▶ _PROBLEM DESCRIPTION_: Return a copy of each line in the listing that includes the word "then".

▶ _SUPPLIED DATA_:
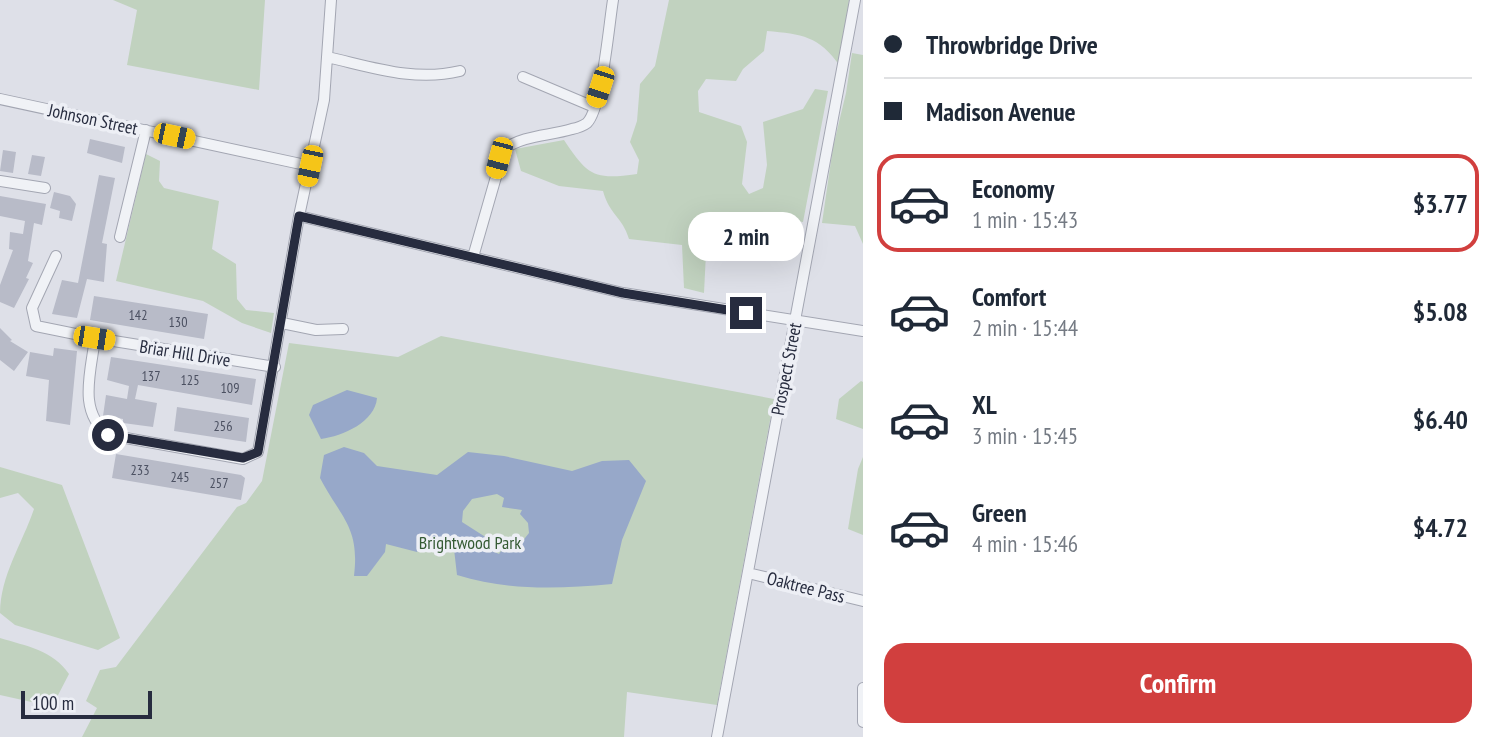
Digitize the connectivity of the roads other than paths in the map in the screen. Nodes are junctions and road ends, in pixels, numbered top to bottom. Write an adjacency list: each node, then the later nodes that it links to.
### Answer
1 (331, 0): 4 (street)
2 (612, 0): 8 (street)
3 (855, 0): 17 (street, Prospect Street)
4 (327, 57): 5 (street); 10 (street)
5 (460, 71)
6 (523, 77): 8 (street)
7 (0, 99): 9 (street, Johnson Street)
8 (594, 107): 16 (street)
9 (146, 130): 10 (street, Johnson Street); 14 (street)
10 (310, 166): 13 (street)
11 (0, 181): 12 (street)
12 (45, 188)
13 (299, 216): 16 (street); 18 (street)
14 (120, 237)
15 (56, 256): 21 (street, Briar Hill Drive)
16 (473, 257): 17 (street)
17 (795, 321): 20 (street); 23 (street, Prospect Street)
18 (282, 323): 19 (street); 22 (street)
19 (342, 329)
20 (863, 331)
21 (94, 338): 22 (street, Briar Hill Drive); 22 (street)
22 (275, 367)
23 (748, 573): 24 (street, Oaktree Pass); 27 (street, Prospect Street)
24 (863, 601)
25 (863, 688): 26 (street)
26 (863, 722)
27 (717, 737)

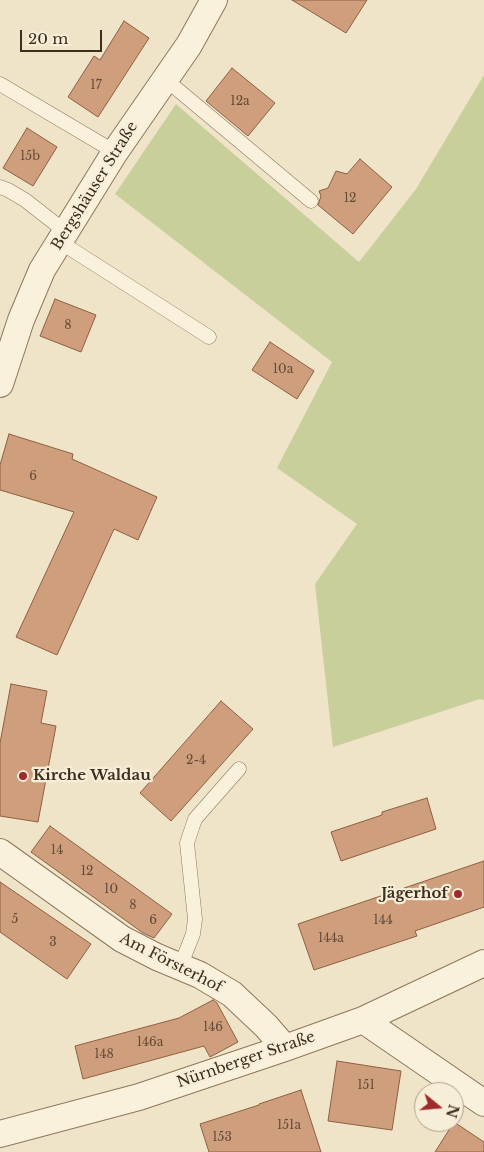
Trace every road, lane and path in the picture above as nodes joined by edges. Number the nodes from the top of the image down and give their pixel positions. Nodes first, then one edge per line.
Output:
1 (214, 0) edge
2 (165, 79) junction
3 (0, 84) edge
4 (115, 152) junction
5 (0, 187) edge
6 (311, 201) dead end
7 (63, 237) junction
8 (209, 336) dead end
9 (3, 367) edge
10 (238, 769) dead end
11 (0, 852) edge
12 (484, 963) edge
13 (180, 966) junction
14 (363, 1020) junction
15 (285, 1048) junction
16 (484, 1103) edge
17 (0, 1134) edge

1 - 2 street, Bergshäuser Straße
2 - 4 street, Bergshäuser Straße
2 - 6 lane
3 - 4 lane
4 - 7 street, Bergshäuser Straße
5 - 7 lane
7 - 8 lane
7 - 9 street, Bergshäuser Straße
10 - 13 lane
11 - 13 street, Am Försterhof
12 - 14 street, Nürnberger Straße
13 - 15 street, Am Försterhof
14 - 15 street, Nürnberger Straße
14 - 16 street
15 - 17 street, Nürnberger Straße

▶ _REPLY TO THE EXERCISE_:
Digitize the connectivity of the roads other than paths in the map in the screen. Nodes are junctions and road ends, in pixels, numbered top to bottom. Write an adjacency list: each node, then the later nodes that it links to.
Trace every road, lane and path in the picture above as nodes joined by edges. Number the nodes from the top of the image down and give their pixel positions. Nodes first, then one edge per line.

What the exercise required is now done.